Cathy Racon-Bouzon, députée LREM, a assuré qu’un « chantier exemplaire » et un « très haut degré d’exigence » seraient mis en œuvre. Même si l'on ne remet pas en cause sa sincérité, que valent ses propos par rapport à ceux du président de la République qui, dès le lendemain de l'incendie, sans même attendre un bilan des dégâts, a déclaré vouloir que le monument soit reconstruit « d’ici cinq années » ? Ou à ceux du Premier ministre qui annonçait, un jour après, le lancement d'un concours international d'architecture ?

C'est triste à dire, mais les Français n'ont qu'une confiance limitée à l'égard de leurs gouvernants. Quand Emmanuel Macron se précipite pour parler de « reconstruction » (les députés ont dû se battre pour obtenir qu'on utilise le terme de « restauration »), quand il souhaite « un geste architectural contemporain » pour remplacer la flèche qui s'est effondrée, quand il promet une cathédrale « plus belle encore », il y a de quoi s'inquiéter. On se demande s'il n'a pas la folie des grandeurs et ne voudrait pas laisser son empreinte dans l'Histoire en lançant, comme plusieurs de ses prédécesseurs, un « grand chantier ».

Georges Pompidou a légué à la postérité le Musée national d'art moderne, Valéry Giscard d'Estaing a mis en route le musée dʼOrsay, lʼInstitut du monde arabe et la Cité des sciences de la Villette. François Mitterrand fut prolifique : on lui attribue la paternité du Grand Louvre, celle de la Bibliothèque nationale de France, de lʼOpéra Bastille, de la Grande Arche de la Défense... Au point qu'on le surnomma « Tontonkhamon » ou « Mitteramsès ». Jacques Chirac eut son musée du quai Branly, François Hollande ne disposa pas d'assez de temps. Il faut bien que Macron, dont l'avenir est incertain, lance un projet qui lui survivra !

Tous ces monuments n'ont pas la valeur symbolique ni religieuse de Notre-Dame de Paris. Emmanuel Macron se verrait bien en bâtisseur de cathédrale. Il doit estimer que ce rôle convient à son prestige ! Mais Notre-Dame n'est pas un hochet pour Président en mal de notoriété. « Notre-Dame appartient au patrimoine de l'humanité », lui ont écrit, dans une lettre ouverte, plusieurs centaines d'experts et de chercheurs, critiquant sa précipitation et ce projet de loi destiné à accélérer les procédures. Et si elle appartient au patrimoine de l'humanité, c'est parce qu'elle appartient au christianisme.

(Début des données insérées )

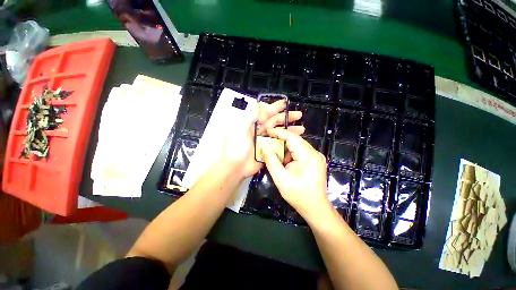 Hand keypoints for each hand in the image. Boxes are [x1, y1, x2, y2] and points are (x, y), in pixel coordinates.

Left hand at [221, 100, 303, 178]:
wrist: (235, 168)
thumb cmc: (234, 149)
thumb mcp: (238, 130)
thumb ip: (248, 117)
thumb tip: (257, 105)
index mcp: (251, 124)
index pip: (265, 113)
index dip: (274, 107)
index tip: (284, 104)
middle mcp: (258, 131)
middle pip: (274, 121)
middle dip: (286, 117)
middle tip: (298, 115)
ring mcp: (264, 141)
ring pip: (278, 132)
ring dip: (289, 129)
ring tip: (301, 128)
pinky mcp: (268, 150)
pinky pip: (278, 144)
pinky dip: (286, 142)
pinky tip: (294, 141)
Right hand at [261, 128, 330, 222]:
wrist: (316, 208)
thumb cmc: (298, 195)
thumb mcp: (280, 179)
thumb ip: (271, 161)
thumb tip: (264, 147)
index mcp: (309, 156)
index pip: (292, 137)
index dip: (279, 132)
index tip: (267, 131)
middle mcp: (315, 153)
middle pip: (295, 140)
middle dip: (280, 140)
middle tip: (268, 141)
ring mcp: (316, 156)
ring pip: (297, 145)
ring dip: (285, 147)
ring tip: (274, 151)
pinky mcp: (315, 160)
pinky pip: (300, 151)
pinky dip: (290, 153)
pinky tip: (283, 159) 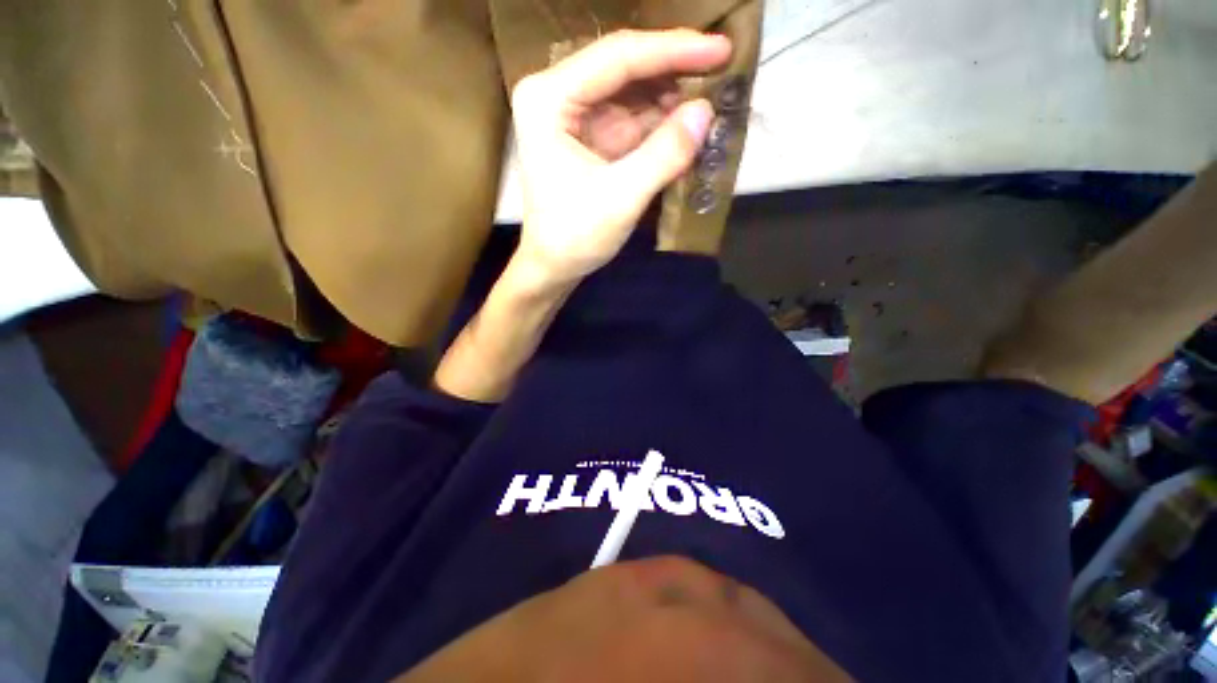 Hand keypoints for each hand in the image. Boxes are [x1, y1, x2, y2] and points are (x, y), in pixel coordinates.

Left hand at [510, 30, 731, 286]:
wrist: (554, 267)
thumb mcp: (620, 198)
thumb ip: (663, 155)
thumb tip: (706, 112)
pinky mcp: (591, 141)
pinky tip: (688, 128)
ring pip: (632, 95)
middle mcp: (558, 97)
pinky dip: (661, 126)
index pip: (618, 58)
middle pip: (625, 70)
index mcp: (550, 99)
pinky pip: (632, 122)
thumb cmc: (574, 237)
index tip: (721, 49)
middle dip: (674, 73)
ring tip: (713, 102)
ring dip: (672, 100)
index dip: (673, 50)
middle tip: (722, 74)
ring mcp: (575, 118) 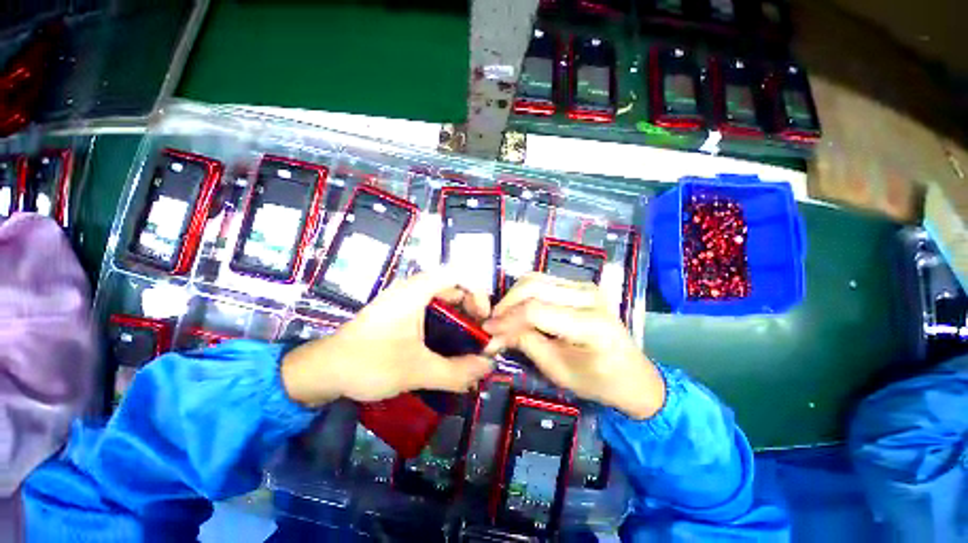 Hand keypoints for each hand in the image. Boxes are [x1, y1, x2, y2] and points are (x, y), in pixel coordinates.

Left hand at [282, 270, 493, 406]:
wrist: (324, 370)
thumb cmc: (368, 363)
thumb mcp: (416, 371)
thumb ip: (456, 371)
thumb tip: (489, 367)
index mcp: (416, 291)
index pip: (458, 274)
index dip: (478, 292)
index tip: (483, 318)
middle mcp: (413, 289)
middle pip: (454, 287)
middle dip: (472, 309)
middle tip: (479, 335)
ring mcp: (406, 300)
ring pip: (444, 300)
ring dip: (460, 318)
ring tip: (468, 343)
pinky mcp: (402, 313)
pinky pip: (433, 310)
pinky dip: (447, 323)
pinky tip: (448, 345)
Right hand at [483, 273, 664, 419]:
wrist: (633, 375)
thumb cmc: (598, 381)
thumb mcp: (558, 371)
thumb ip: (525, 344)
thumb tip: (494, 333)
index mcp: (590, 324)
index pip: (536, 311)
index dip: (506, 319)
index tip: (487, 331)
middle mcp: (589, 296)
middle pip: (534, 287)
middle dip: (506, 304)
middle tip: (492, 323)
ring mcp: (586, 286)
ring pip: (536, 279)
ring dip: (514, 296)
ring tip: (503, 316)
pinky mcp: (581, 285)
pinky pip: (544, 282)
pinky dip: (526, 293)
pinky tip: (519, 309) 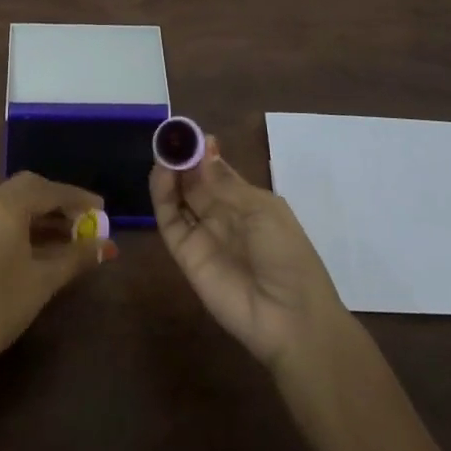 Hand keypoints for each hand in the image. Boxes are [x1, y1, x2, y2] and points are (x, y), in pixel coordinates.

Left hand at [0, 172, 116, 386]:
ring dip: (43, 214)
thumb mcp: (44, 280)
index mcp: (5, 205)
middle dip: (59, 201)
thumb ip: (77, 257)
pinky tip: (47, 246)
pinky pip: (3, 218)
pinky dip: (26, 224)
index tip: (103, 209)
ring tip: (73, 235)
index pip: (50, 191)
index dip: (79, 199)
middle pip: (30, 188)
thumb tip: (107, 246)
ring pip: (15, 203)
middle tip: (85, 218)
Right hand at [151, 135, 346, 372]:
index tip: (189, 133)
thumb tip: (205, 145)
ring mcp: (203, 235)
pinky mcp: (185, 254)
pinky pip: (170, 221)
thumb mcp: (262, 210)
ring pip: (179, 198)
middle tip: (169, 137)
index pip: (218, 171)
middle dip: (183, 159)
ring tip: (163, 152)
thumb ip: (225, 181)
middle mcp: (223, 216)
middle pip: (195, 182)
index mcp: (248, 203)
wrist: (289, 318)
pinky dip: (162, 196)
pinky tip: (162, 174)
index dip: (203, 152)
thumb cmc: (287, 255)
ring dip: (170, 174) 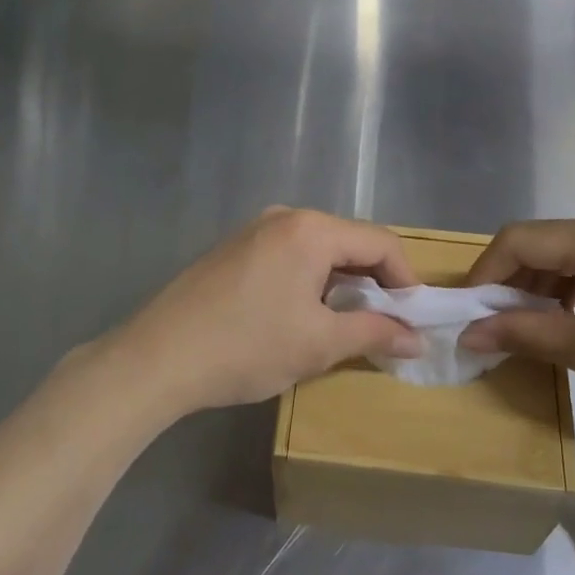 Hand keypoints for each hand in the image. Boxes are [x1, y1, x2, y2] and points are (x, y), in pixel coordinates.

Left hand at [95, 208, 421, 416]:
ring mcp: (253, 230)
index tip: (414, 318)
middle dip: (374, 281)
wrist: (158, 357)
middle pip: (348, 241)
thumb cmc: (247, 346)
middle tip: (385, 323)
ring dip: (341, 282)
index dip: (405, 279)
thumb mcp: (318, 344)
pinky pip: (288, 255)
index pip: (380, 242)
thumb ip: (374, 334)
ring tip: (346, 323)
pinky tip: (302, 314)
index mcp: (311, 229)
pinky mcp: (232, 249)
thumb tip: (416, 339)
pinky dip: (309, 279)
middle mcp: (284, 217)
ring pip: (317, 249)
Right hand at [458, 212, 574, 422]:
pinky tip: (563, 321)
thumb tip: (467, 334)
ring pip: (561, 255)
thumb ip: (522, 334)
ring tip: (524, 328)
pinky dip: (564, 289)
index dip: (484, 274)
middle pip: (538, 243)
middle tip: (491, 325)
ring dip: (535, 287)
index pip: (518, 240)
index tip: (467, 313)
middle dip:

Quand Cathy Racon-Bouzon qualifie de « faux débat » celui de la reconstruction à l'identique ou non de la cathédrale, quand elle ajoute que « l'histoire de ces cathédrales », c'est aussi « d'être à l'avant de l'innovation », on peut légitimement se demander si elle ne couvre pas les fantaisies jupitériennes qui pourraient courir dans la tête de notre Président. N'en déplaise à ses zélateurs, il existe un Saint Louis, il n'existera jamais de saint Macron.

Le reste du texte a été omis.